Let us also think about setting the dog up for success – if the moment visitors come into the house is a major trigger for jumping up, you can always avoid it! Pop your dog behind a baby gate or in a different room and let your guests in. Once their shoes are off and they are seated (and briefed on how to greet your dog appropriately!), your dog can come out for a calmer, more controlled greeting.


As with any undesirable behaviour, we will have far more success if we think about what we would like our dog to be doing instead of what we don’t want. What does your ideal Christmas dog look like?

For overexcited dogs, your ideal may be them snoozing happily on a mat whilst people chat. So let’s think about teaching a settle on a mat before Christmas arrives so that they know the behaviour well before the environment becomes more distracting.

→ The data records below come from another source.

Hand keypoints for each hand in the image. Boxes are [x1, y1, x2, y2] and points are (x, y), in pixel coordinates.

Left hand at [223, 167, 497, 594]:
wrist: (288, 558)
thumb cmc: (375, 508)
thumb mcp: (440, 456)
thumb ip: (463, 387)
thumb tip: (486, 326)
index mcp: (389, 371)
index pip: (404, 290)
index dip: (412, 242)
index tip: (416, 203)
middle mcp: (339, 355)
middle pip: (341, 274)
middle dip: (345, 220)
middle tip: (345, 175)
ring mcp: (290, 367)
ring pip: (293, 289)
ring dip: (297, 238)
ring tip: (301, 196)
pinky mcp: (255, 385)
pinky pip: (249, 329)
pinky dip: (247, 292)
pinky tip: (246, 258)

Guide your dog onto the blanket and feed down on the fabric of the bed. You can ask for a ‘sit’ and then stay quiet. Reward on the bed for them staying there, and then start rewarding for calm behaviours that you might see. These could be:

  • Lying down.
  • Lolling onto one hip.
  • A yawn or a sigh.
  • Resting their chin on the bed.
  • Closing their eyes.

As you practice this and your dog regularly offers calm behaviours, start to draw out the distance between your rewards. You can also give them a kong or chew (something that requires licking – no exciting puzzle games) and only let them eat it on this mat. Imagine how pleased you will be when you look down at your dog to reward and find they have fallen asleep – true calmness!

Don’t forget that relaxing (or trying to) in an exciting environment is really hard work. If your dog struggles in this kind of scenario, don’t expect them to do it all day long. Give them regular breaks in a quiet space to let them decompress slightly.